→ **Description of the task**
Beginning at the line that contains "Turn all roads", return every remaining line of the data below exactly; return nothing before it.

→ **Dataset records**
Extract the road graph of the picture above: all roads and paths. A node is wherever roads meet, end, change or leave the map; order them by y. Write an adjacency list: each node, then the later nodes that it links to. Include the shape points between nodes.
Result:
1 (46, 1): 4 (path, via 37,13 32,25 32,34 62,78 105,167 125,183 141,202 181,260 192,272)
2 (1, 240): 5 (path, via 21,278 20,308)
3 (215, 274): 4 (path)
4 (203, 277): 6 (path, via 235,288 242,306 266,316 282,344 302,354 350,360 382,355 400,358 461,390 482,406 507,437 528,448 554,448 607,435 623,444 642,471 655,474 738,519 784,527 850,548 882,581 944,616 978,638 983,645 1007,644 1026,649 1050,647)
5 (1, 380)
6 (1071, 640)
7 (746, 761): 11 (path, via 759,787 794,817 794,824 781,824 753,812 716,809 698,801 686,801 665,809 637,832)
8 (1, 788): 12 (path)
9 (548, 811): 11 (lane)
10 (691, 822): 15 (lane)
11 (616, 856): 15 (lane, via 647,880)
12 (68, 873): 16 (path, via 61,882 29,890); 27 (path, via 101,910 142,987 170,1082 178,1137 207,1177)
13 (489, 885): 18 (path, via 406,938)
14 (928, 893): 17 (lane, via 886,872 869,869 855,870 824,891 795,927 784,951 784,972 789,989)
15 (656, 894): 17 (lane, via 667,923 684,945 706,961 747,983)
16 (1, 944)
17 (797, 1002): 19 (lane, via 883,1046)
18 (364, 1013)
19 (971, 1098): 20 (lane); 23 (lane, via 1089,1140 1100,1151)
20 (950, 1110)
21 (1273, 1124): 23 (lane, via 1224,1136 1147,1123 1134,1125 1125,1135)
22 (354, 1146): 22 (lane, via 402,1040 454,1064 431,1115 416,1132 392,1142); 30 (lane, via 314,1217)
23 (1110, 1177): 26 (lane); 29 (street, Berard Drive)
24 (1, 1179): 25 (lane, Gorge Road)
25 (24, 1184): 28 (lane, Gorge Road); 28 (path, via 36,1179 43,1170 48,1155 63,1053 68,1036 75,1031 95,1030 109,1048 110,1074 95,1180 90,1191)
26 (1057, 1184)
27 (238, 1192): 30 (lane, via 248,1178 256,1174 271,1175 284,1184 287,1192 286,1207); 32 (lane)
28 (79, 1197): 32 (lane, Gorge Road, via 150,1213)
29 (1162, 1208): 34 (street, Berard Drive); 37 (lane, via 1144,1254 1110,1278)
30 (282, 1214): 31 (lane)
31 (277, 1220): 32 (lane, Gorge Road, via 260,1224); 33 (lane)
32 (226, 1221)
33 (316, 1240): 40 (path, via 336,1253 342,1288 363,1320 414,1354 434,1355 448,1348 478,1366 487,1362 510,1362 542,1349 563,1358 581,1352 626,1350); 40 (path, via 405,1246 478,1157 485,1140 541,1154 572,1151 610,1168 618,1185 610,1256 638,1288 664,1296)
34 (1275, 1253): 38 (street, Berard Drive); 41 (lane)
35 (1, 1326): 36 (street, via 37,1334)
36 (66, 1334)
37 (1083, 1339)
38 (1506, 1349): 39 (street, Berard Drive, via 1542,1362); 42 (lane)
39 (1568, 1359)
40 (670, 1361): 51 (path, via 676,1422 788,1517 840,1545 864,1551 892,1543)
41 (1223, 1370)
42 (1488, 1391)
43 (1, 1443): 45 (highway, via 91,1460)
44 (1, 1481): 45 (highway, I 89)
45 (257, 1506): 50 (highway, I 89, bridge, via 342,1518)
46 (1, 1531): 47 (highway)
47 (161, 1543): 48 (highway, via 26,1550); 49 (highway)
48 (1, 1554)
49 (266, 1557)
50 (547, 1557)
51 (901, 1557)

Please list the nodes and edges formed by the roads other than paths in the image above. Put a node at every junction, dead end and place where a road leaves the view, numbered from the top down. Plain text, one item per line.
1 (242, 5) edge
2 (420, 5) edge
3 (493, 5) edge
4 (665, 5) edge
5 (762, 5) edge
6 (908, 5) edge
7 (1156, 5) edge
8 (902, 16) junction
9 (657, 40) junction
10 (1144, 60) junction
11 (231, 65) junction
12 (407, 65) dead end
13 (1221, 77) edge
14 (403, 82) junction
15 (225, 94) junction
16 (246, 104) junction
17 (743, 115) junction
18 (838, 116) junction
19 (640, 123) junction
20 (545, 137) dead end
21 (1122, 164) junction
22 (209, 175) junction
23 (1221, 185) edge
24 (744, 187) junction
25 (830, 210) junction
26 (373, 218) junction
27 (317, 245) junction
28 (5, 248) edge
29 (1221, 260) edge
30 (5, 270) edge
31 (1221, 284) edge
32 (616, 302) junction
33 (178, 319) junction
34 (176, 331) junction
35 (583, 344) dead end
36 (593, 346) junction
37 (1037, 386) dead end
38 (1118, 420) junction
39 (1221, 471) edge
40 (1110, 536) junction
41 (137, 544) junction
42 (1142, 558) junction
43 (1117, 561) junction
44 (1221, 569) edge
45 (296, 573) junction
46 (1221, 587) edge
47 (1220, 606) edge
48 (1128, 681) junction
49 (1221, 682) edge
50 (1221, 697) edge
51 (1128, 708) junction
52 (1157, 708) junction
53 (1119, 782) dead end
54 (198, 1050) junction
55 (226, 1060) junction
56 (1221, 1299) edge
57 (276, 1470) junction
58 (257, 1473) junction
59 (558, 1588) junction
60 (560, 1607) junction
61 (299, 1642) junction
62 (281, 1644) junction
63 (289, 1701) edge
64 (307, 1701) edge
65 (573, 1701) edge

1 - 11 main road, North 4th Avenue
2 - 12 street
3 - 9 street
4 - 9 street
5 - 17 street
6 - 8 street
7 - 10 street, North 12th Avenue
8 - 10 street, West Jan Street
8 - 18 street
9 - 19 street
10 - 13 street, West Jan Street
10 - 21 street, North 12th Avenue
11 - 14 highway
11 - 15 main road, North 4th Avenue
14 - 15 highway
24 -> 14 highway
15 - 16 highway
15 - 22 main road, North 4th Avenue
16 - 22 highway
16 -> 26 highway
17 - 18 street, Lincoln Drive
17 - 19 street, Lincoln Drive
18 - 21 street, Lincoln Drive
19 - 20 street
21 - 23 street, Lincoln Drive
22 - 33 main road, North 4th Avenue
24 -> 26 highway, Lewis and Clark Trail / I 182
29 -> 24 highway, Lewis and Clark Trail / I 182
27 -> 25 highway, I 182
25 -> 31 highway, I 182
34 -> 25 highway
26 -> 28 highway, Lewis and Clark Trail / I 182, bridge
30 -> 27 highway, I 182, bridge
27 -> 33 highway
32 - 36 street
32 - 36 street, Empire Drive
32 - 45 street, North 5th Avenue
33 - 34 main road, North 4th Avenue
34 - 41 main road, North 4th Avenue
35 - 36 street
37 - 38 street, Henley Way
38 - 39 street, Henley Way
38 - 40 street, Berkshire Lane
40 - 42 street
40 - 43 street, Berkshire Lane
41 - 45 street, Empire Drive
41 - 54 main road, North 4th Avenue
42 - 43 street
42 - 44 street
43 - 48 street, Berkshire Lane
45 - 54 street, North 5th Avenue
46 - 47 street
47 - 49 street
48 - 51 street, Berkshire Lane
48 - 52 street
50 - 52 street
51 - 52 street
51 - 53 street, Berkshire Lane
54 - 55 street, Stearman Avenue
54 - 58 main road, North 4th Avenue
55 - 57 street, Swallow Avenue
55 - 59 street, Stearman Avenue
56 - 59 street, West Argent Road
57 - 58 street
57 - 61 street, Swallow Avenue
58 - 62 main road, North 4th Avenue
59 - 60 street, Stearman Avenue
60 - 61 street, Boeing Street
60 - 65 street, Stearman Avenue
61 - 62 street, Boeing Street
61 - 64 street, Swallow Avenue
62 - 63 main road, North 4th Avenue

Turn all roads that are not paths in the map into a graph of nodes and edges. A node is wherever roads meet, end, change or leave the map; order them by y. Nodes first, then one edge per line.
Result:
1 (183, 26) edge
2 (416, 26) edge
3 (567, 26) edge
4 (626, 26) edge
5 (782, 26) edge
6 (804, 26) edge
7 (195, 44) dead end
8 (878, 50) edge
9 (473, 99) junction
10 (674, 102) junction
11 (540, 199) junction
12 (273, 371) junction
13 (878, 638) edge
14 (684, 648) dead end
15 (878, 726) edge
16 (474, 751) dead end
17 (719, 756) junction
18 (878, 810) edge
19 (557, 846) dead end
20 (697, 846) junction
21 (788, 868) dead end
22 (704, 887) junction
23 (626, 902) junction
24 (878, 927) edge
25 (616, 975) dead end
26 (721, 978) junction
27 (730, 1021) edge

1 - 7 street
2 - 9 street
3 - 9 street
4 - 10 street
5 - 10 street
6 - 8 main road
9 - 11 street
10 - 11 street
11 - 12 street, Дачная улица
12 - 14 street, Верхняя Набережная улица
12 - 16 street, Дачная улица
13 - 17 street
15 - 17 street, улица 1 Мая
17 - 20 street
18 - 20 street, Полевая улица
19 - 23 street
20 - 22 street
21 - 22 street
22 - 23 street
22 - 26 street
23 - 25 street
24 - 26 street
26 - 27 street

→ **Answer section**
Turn all roads that are not paths in the map into a graph of nodes and edges. A node is wherever roads meet, end, change or leave the map; order them by y. Nodes first, then one edge per line.
Result:
1 (183, 26) edge
2 (416, 26) edge
3 (567, 26) edge
4 (626, 26) edge
5 (782, 26) edge
6 (804, 26) edge
7 (195, 44) dead end
8 (878, 50) edge
9 (473, 99) junction
10 (674, 102) junction
11 (540, 199) junction
12 (273, 371) junction
13 (878, 638) edge
14 (684, 648) dead end
15 (878, 726) edge
16 (474, 751) dead end
17 (719, 756) junction
18 (878, 810) edge
19 (557, 846) dead end
20 (697, 846) junction
21 (788, 868) dead end
22 (704, 887) junction
23 (626, 902) junction
24 (878, 927) edge
25 (616, 975) dead end
26 (721, 978) junction
27 (730, 1021) edge

1 - 7 street
2 - 9 street
3 - 9 street
4 - 10 street
5 - 10 street
6 - 8 main road
9 - 11 street
10 - 11 street
11 - 12 street, Дачная улица
12 - 14 street, Верхняя Набережная улица
12 - 16 street, Дачная улица
13 - 17 street
15 - 17 street, улица 1 Мая
17 - 20 street
18 - 20 street, Полевая улица
19 - 23 street
20 - 22 street
21 - 22 street
22 - 23 street
22 - 26 street
23 - 25 street
24 - 26 street
26 - 27 street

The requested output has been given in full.